Medway Maritime Hospital had an unannounced inspection by the Care Quality Commission on December 14.
Inspectors were left with concerns about ambulance handover delays.
The hospital said delays for patients arriving at A&E had improved since health inspectors issued a warning notice.
James Devine, chief executive of Medway NHS Foundation Trust, said significant efforts had been made to drive down the length of time it takes for patients to be admitted since the CQC's visit, the Local Democracy Reporting Service has reported.

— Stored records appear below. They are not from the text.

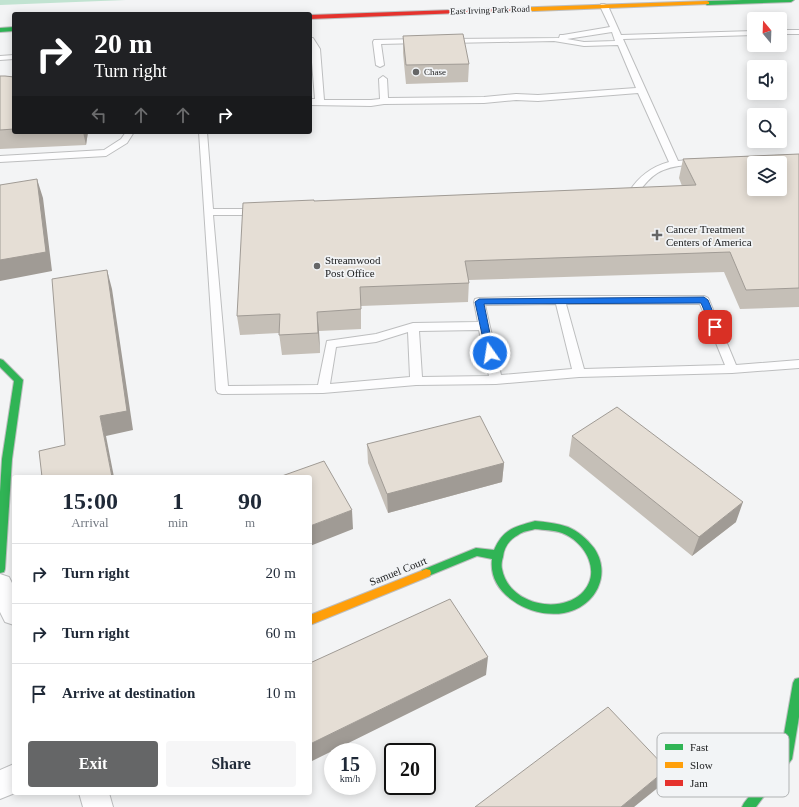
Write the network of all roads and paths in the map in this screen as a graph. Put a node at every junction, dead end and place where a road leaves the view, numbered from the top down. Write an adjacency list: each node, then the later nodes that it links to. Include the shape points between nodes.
1 (791, 0): 2 (street, East Irving Park Road)
2 (604, 6): 3 (street, East Irving Park Road); 9 (lane)
3 (312, 17)
4 (12, 29): 5 (street)
5 (0, 30)
6 (787, 32): 7 (lane)
7 (799, 32)
8 (747, 33): 9 (lane)
9 (617, 36): 10 (lane, via 582,33); 10 (lane, via 584,44); 18 (lane)
10 (554, 39): 12 (lane)
11 (424, 41): 16 (lane, via 377,42)
12 (440, 41)
13 (312, 43): 21 (lane, via 316,49)
14 (12, 57): 15 (lane)
15 (0, 58)
16 (380, 65)
17 (383, 79): 19 (lane)
18 (641, 90): 19 (lane, via 538,98); 26 (lane)
19 (384, 101): 21 (lane)
20 (312, 102): 21 (lane)
21 (320, 102)
22 (129, 134): 24 (lane, via 124,141 106,153)
23 (203, 134): 28 (lane)
24 (0, 159)
25 (705, 162): 26 (lane)
26 (674, 163): 27 (lane, via 652,171 637,185 633,194)
27 (616, 199)
28 (208, 212): 29 (lane); 39 (lane, via 222,390)
29 (269, 212)
30 (560, 300): 31 (lane, via 479,302); 35 (lane, via 704,300); 36 (lane)
31 (484, 326): 32 (lane); 37 (lane)
32 (413, 327): 38 (lane); 39 (lane, via 376,338 330,344)
33 (0, 362): 41 (street, via 19,380 7,459)
34 (799, 364): 35 (lane)
35 (732, 369): 36 (lane)
36 (579, 373): 37 (lane)
37 (496, 380): 38 (lane)
38 (416, 381): 39 (lane)
39 (323, 389)
40 (496, 555): 40 (street, via 496,571 503,587 518,600 537,608 558,609 577,603 590,592 597,576 596,560 587,545 573,533 554,526 535,525 517,530 503,540); 44 (street, Samuel Court, via 476,552)
41 (0, 568)
42 (0, 585): 43 (street)
43 (12, 610)
44 (312, 619)
45 (799, 682): 46 (street)
46 (789, 741)
47 (12, 779): 48 (street)
48 (0, 785)
49 (95, 795): 51 (street)
50 (756, 797): 52 (street)
51 (98, 807)
52 (748, 807)

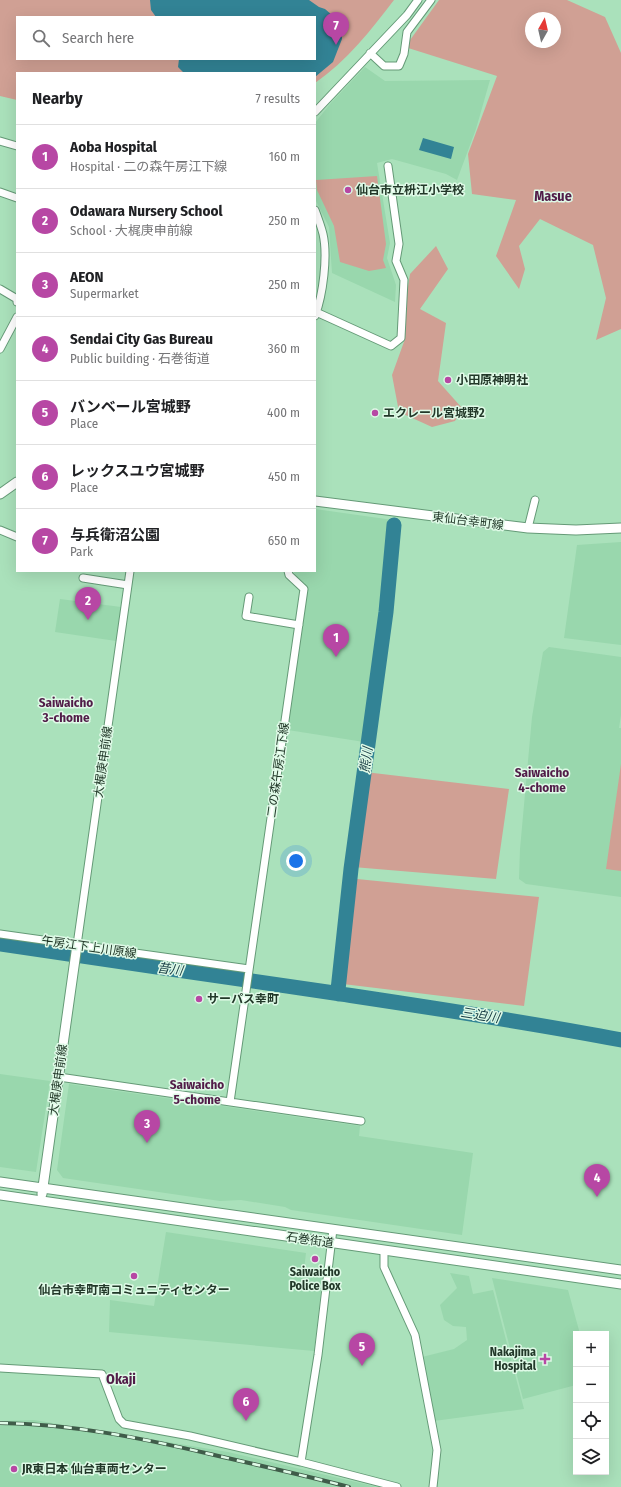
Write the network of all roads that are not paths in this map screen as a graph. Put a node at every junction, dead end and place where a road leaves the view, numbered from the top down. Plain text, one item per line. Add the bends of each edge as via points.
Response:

He told a meeting of Medway NHS Foundation Trust's board the hospital had seen "significant delays" in December, "sometimes averaging up to four or five hundred minutes in ambulance handover delays," but this was "not in all cases".
'Tremendous pressure'
Mr Devine said the average waiting time for ambulance conveyance had been reduced to 134 minutes by 17 January and had since been cut down further to about 40 minutes.
"We have not seen any change in ambulance presentations so this is genuinely as a result of changes to some of our practices and processes over the past six weeks," Mr Devine said.
Catherine Campbell, CQC's head of hospital inspection for the south-east, said: "We recognise the tremendous pressures that hospitals are facing but where we have significant concerns about safety we have a responsibility to follow these up.
"We continue to support services in their efforts to provide the best possible care in these challenging times while monitoring any risk closely."
The CQC says it is due to publish its latest report on the Medway Maritime Hospital "in the coming weeks".